Le choix opéré du virage musical fût assez futé puisque "Escape" classa quatre de ses titres dans les charts, l'album en lui-même ayant même fréquenté la première place (!), fût adoubé neuf fois disque de platine et fût nommé meilleur album d'Arena Oriented Rock de tous les temps par les lecteurs de Kerrang en 88. Belle carte de visite s'il en est.
La machine à tubes est née avec cet album. Les quatre hits précités, fleurons de l'opus, ont marqué les fans du style musical à jamais.

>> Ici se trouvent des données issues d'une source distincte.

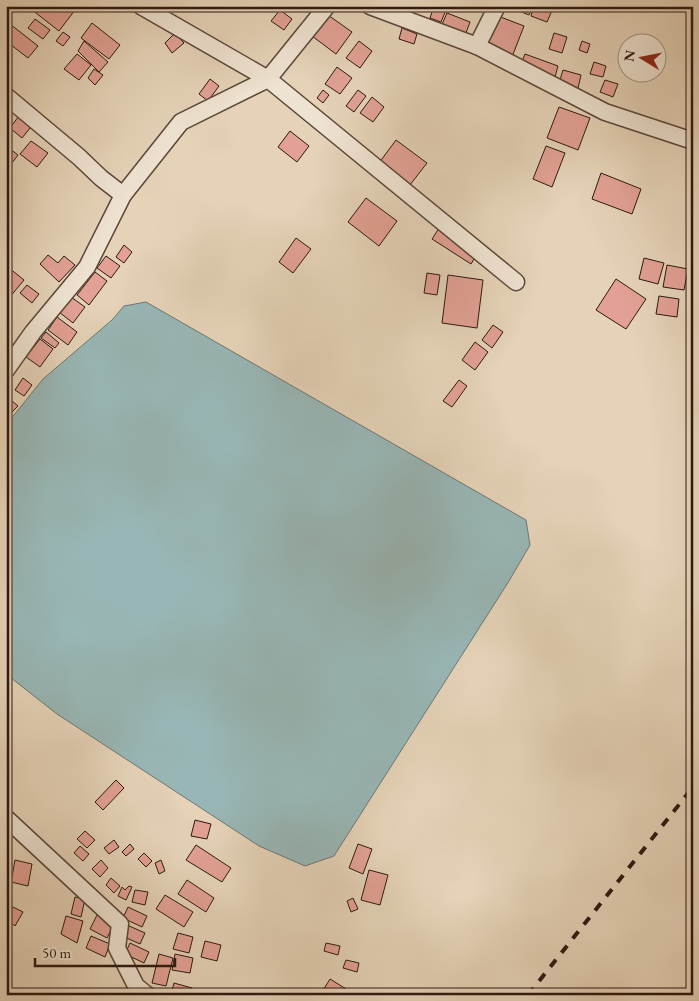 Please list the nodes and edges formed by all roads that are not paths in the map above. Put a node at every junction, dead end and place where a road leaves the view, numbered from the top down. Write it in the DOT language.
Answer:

Les voici: "Don't Stop Believin'" (# 9 dans les charts) est un mémorable hymne hard FM/AOR, du genre à inspirer des générations de groupes naviguant dans cette sphère qui, après un début des plus tranquilles (mon Dieu ces claviers et cette voix !), vous entraine dans un maelstrom de FM mélodique. "Who's Crying Now" (# 4) reprend la même recette en plus AOR. La ballade "Open Arms" (# 2) est quant à elle bien trop courte, mais finalement ce n'est pas plus mal car vous manqueriez de Kleenex. "Still They Ride" (# 19) est une seconde ballade belle à terminer le paquet de mouchoirs précédemment entamé et son solo final, une larme électrique.
Le reste de l'album est partagé entre hit potentiel version mid-tempo ("Stone In Love", son refrain calibré et son solo enjôleur qui n'en finit plus), titres Big Rock ("Lay It Down" et "Escape"), ballade rythmée ("Mother, Father" et ses riffs tranchants où Perry est époustouflant et Schon luminescent), morceau plus punchy ("Keep On Runnin'"), voire Rock basique des origines ("Dead Or Alive").
"Escape", neuf millions d'exemplaire vendus rien qu'aux States, est un album culte supplémentaire qui plaira à tous les inconditionnels de belles mélodies vocales et instrumentales. Rétrospectivement, il fût bien ici question de la naissance d'un monstre tant Journey attira par la suite, dans des stades entiers, des milliers de fans conquis.